Age related illnesses, General | July 16, 2014 | Author: The Super Pharmacist
Your “chronological age” is the number of years you have been alive. Your “biological age,” which is related to your health, can differ greatly from your chronological age. Because the best treatment option often depends on your health rather than your age, calculating biological age can help doctors better tailor their treatments to individual patients.
In recent years, research has vastly improved our understanding of aging and the biology associated with getting older. As a result, it has been suggested that we may be able to develop biomarkers for aging that can help determine biological age, particularly when used to complement other pre-existing clinical techniques.
The idea of a biomarker for aging was introduced in 1988 and was described as a factor that allowed for better predictions about functional abilities than chronological age. Since the introduction of the idea of a biomarker for aging, several candidates have been explored.
Cellular aging appears to be a result of telomere length.
Telomeres are DNA-protein complexes that cap chromosome ends. Telomeres shorten with each cellular division, so their length can be used as an indicator of biological age.

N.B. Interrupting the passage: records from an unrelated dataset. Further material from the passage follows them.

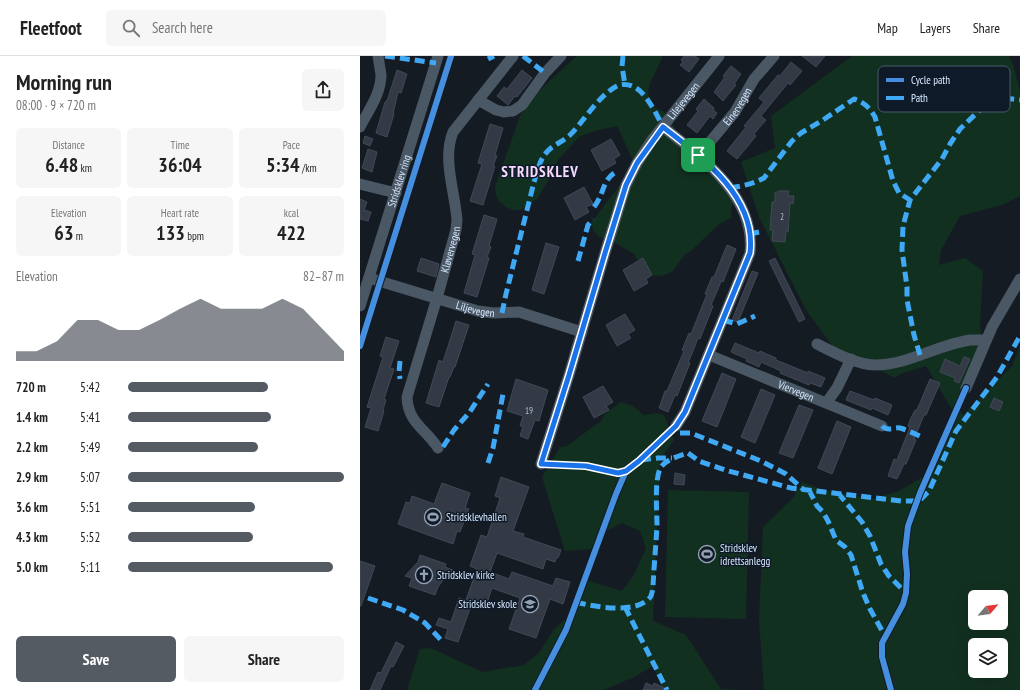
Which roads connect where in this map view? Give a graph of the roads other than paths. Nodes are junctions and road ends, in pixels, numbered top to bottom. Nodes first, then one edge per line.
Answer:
1 (378, 56) edge
2 (438, 56) edge
3 (513, 56) edge
4 (561, 56) edge
5 (719, 56) edge
6 (774, 56) edge
7 (478, 100) junction
8 (663, 127) junction
9 (360, 128) edge
10 (698, 155) junction
11 (360, 184) edge
12 (396, 193) junction
13 (369, 278) junction
14 (1020, 279) edge
15 (437, 298) junction
16 (360, 306) edge
17 (582, 332) junction
18 (986, 340) junction
19 (818, 344) dead end
20 (709, 355) junction
21 (851, 359) junction
22 (966, 388) dead end
23 (827, 402) junction
24 (676, 426) dead end
25 (882, 426) dead end
26 (438, 448) dead end
27 (541, 464) dead end

1 - 9 street
2 - 12 street, Stridsklev ring
3 - 7 street, Kløvervegen
4 - 7 street
5 - 8 street, Lilejevegen
6 - 10 street, Einervegen
7 - 15 street, Kløvervegen
8 - 10 street
8 - 17 street, Lilejevegen
10 - 20 street
11 - 12 street
12 - 13 street, Stridsklev ring
13 - 15 street, Liljevegen
13 - 16 street, Stridsklev ring
14 - 18 street
15 - 17 street, Liljevegen
15 - 26 street, Kløvervegen
17 - 27 street, Lilejevegen
18 - 21 street
18 - 22 street
19 - 21 street
20 - 23 street, Viervegen
20 - 24 street
21 - 23 street
23 - 25 street, Viervegen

Once telomeres lose a certain amount of their length, the likely lose certain functions. Shorter telomeres are associated with an increased risk for several conditions including diabetes, hypertension, atherosclerosis, heart attack, Alzheimer’s disease, and cancer.
Several factors influence the rate at which our telomeres shorten, including heredity and environmental factors. Males’ telomeres shorten faster than females’telomeres, which has been hypothesised to contribute to the longer lifespan observed in women. It has even been shown that people who are unmarried have shorter telomeres compared to married people of the same chronological age.
Obesity, lack of exercise, and smoking all increase the rate of telomere shortening.
Inflammation has become implicated with the aging process. Inflammation results from immune system activity. Cellular markers of inflammation are popular candidates for biomarkers of aging and functional decline.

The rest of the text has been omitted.